Isabelle avait déjà cinq enfants d’une précédente union lorsqu’elle a rencontré Diaba, un Africain originaire de Guinée. «Il était ici en voyage d’affaires, quand nous sommes devenus amants. Comme je sortais d’une relation de 16 ans et que j’avais plusieurs enfants, je n’avais pas envie de m’installer avec un homme pour vivre les aléas d’une famille recomposée. De toute façon, il n’a jamais été question de vivre ensemble. On n’en a jamais parlé, même quand on a eu notre garçon, il y a 8 ans.»

Le psychologue François St Père, spécialiste de la thérapie de couple et médiateur familial, constate que de plus en plus de personnes séparées choisissent de vivre une nouvelle relation, chacun chez soi. Conscientes que la recomposition familiale comporte de multiples défis, elles préfèrent fréquenter leur conjoint. «Un choix qui n’est pas pour tout le monde, souligne le psychologue. Il faut avoir une grande confiance en soi et en l’autre pour accepter de ne pas se voir tous les jours. Certaines personnes ne tolèrent pas la solitude ou vivent trop d’insécurité sur le plan affectif pour vivre ainsi.»

Élément clé: la confiance
«Il faut une certaine maturité émotive pour vivre loin l’un de l’autre, croit Isabelle. Depuis que je suis avec Diaba, j’ai changé ma conception du couple. Quand on me demande s’il est fidèle, je réponds que je ne veux pas le savoir. Il ne me pose pas de questions et je fais de même. L’idée d’un couple fusionnel qui serait au centre de mon existence ne m’intéresse plus. Mon conjoint est une relation significative parmi tant d’autres, comme le sont mes enfants, mes parents et mes amis. Je l’aime, mais il n’est pas le centre de ma vie!»

Mais ce mode de vie est-il possible pour un couple qui veut un enfant? «Quand un couple se sépare, les enfants vivent la garde partagée et s’adaptent, lance Isabelle. Notre fils a des parents qui s’aiment, mais qui n’ont jamais vécu ensemble. Il ne connaît pas autre chose. À l’occasion, son père vient vivre avec nous pour une période de un ou deux mois. Quand il retourne chez lui, on est tous très heureux de reprendre notre routine. Mon fils le premier!»

 Un besoin de liberté
D’autres personnes choisissent de vivre séparément, mais ont déjà vécu ensemble par le passé, se sont laissées ou ont pris une pause chacun de leur côté. «Je rencontre de plus en plus souvent ce type de couple dans ma pratique, indique Nicole Desjardins, psychothérapeute conjugale et familiale. Ils ont besoin de recul, se fréquentent, voudraient reprendre et vivre ensemble, mais craignent de répéter les mêmes erreurs ou ne veulent plus faire de compromis.»
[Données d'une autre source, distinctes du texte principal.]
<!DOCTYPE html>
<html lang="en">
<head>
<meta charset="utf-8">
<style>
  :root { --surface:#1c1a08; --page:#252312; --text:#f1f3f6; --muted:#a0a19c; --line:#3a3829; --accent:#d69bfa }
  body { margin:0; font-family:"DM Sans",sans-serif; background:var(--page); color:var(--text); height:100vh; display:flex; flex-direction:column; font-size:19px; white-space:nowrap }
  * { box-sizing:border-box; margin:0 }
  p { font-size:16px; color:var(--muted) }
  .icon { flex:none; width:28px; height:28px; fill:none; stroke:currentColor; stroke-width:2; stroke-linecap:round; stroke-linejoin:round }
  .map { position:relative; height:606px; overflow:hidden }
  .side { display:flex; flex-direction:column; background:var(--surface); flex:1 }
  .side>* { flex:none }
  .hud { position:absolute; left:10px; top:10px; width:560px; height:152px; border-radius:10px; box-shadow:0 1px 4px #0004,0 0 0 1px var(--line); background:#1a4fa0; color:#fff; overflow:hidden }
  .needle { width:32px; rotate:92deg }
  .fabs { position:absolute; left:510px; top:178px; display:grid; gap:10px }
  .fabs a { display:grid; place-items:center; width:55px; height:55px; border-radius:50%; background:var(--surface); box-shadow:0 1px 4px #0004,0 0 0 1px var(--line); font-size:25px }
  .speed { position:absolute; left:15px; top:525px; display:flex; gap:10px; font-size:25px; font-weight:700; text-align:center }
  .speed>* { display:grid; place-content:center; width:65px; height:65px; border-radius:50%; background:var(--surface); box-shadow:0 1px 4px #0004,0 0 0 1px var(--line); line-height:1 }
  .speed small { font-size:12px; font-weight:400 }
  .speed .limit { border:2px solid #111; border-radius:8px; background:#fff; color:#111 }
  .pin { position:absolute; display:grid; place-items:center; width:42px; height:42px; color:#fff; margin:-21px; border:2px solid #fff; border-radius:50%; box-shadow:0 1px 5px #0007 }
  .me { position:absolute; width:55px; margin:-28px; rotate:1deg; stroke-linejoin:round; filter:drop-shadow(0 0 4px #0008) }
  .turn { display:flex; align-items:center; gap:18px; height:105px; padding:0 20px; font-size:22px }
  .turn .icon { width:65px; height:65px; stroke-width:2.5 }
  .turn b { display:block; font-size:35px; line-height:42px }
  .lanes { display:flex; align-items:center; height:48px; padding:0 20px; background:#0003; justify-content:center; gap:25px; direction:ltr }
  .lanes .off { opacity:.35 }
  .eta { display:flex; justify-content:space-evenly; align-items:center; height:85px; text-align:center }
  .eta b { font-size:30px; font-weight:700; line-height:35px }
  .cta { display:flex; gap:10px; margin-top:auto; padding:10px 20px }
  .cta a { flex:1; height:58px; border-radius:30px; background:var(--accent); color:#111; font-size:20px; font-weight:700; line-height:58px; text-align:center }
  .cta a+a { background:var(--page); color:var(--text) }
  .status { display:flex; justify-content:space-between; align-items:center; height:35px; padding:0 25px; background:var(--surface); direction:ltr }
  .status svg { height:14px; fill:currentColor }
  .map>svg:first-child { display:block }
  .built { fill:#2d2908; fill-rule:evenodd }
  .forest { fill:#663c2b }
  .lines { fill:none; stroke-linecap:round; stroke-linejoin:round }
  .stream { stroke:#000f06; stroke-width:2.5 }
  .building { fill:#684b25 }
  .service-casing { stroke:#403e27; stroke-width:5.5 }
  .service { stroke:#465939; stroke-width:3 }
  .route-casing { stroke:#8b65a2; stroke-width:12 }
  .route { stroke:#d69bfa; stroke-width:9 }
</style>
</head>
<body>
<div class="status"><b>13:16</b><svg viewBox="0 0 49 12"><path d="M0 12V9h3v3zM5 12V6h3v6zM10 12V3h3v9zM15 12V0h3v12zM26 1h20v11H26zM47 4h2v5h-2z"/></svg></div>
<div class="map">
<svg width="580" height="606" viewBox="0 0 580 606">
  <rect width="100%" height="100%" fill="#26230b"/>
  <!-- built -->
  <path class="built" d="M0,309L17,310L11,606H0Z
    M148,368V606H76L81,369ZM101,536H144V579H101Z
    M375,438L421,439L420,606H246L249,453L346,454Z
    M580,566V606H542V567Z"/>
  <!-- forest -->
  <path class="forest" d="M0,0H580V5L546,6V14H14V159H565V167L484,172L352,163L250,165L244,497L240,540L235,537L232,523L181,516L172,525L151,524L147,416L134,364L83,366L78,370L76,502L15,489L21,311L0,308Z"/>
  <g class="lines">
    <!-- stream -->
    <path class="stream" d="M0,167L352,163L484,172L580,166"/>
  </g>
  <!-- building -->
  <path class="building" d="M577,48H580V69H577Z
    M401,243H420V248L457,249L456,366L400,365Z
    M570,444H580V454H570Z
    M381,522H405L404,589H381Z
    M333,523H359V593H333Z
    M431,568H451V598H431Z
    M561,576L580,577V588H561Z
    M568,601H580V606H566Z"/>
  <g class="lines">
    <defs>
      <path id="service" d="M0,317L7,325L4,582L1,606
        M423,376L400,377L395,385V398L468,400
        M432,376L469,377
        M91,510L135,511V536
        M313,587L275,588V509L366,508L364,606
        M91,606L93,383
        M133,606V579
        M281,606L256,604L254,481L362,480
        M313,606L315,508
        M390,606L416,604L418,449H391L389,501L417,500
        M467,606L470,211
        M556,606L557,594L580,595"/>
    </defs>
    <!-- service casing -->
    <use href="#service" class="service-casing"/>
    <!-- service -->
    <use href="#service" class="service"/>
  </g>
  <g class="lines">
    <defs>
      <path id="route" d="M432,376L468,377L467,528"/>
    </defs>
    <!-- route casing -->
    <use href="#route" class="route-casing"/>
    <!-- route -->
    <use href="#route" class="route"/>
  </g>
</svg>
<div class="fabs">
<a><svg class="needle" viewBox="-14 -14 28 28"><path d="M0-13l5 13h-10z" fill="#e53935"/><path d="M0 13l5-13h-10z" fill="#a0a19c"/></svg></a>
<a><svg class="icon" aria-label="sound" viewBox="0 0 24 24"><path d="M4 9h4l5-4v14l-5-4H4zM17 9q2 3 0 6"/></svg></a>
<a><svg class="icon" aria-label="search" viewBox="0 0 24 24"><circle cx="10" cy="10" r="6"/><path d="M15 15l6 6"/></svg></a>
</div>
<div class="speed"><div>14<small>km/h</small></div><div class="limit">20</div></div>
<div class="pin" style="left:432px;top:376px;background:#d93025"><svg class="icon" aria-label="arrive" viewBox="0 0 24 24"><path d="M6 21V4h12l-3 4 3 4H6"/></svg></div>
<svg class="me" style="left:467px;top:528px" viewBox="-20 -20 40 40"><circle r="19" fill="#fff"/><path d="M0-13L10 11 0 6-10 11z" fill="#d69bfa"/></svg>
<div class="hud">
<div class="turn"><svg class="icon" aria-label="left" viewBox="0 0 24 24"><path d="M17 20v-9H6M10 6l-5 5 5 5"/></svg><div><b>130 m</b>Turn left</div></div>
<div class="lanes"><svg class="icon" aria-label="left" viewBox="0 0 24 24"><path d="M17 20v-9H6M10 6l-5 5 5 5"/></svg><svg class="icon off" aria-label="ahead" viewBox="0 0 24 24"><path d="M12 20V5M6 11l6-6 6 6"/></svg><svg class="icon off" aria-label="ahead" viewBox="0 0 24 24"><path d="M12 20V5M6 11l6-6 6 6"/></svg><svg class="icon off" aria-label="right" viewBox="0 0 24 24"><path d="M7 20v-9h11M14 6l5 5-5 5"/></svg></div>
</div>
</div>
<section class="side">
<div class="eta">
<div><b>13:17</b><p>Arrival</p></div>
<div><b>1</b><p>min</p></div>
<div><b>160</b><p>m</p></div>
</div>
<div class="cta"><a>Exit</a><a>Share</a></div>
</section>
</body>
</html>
Des compromis, Isabelle n’en fait plus. «On ne se rend pas compte à quel point on fait des petits compromis dans le quotidien. Quand on ne vit pas ensemble, on s’expose à moins de tensions. Les sujets de dispute, comme l’argent, les loisirs, les enfants, le rangement ou les beaux-parents, n’existent plus. Les chicanes entre Diaba et moi sont encore quasi-inexistantes, après bientôt dix ans de relation!»

 

Quel type d’engagement?
«Depuis une dizaine d’années, je vois de plus en plus de nouveaux couples, notamment chez les personnes d’un certain âge, qui sont fidèles, mais qui vivent autrement, explique Nicole Desjardins. Indépendantes financièrement et très créatives dans leur manière d’aborder la vie, elles choisissent de vivre dans le même immeuble, mais dans des logements différents ou encore, sur la même rue. Elles se fréquentent, sortent ensemble, s’invitent à souper ou à coucher à la maison, sans subir tous les petits irritants de la vie quotidienne.»

Si ce mode de vie semble idéal, François St Père précise qu’il est important pour le couple, de bien définir les balises de la relation, que ce soit sur la question de la fidélité, de l’engagement ou d’une éventuelle vie à deux. «On vit séparément, mais que se passera-t-il, par exemple, si l’un des deux veut éventuellement cohabiter? S’il veut un enfant? S’il est malade et a besoin de soutien? Même quand on ne vit pas ensemble, il est important de savoir à quoi s’attendre de la relation», conclut-il.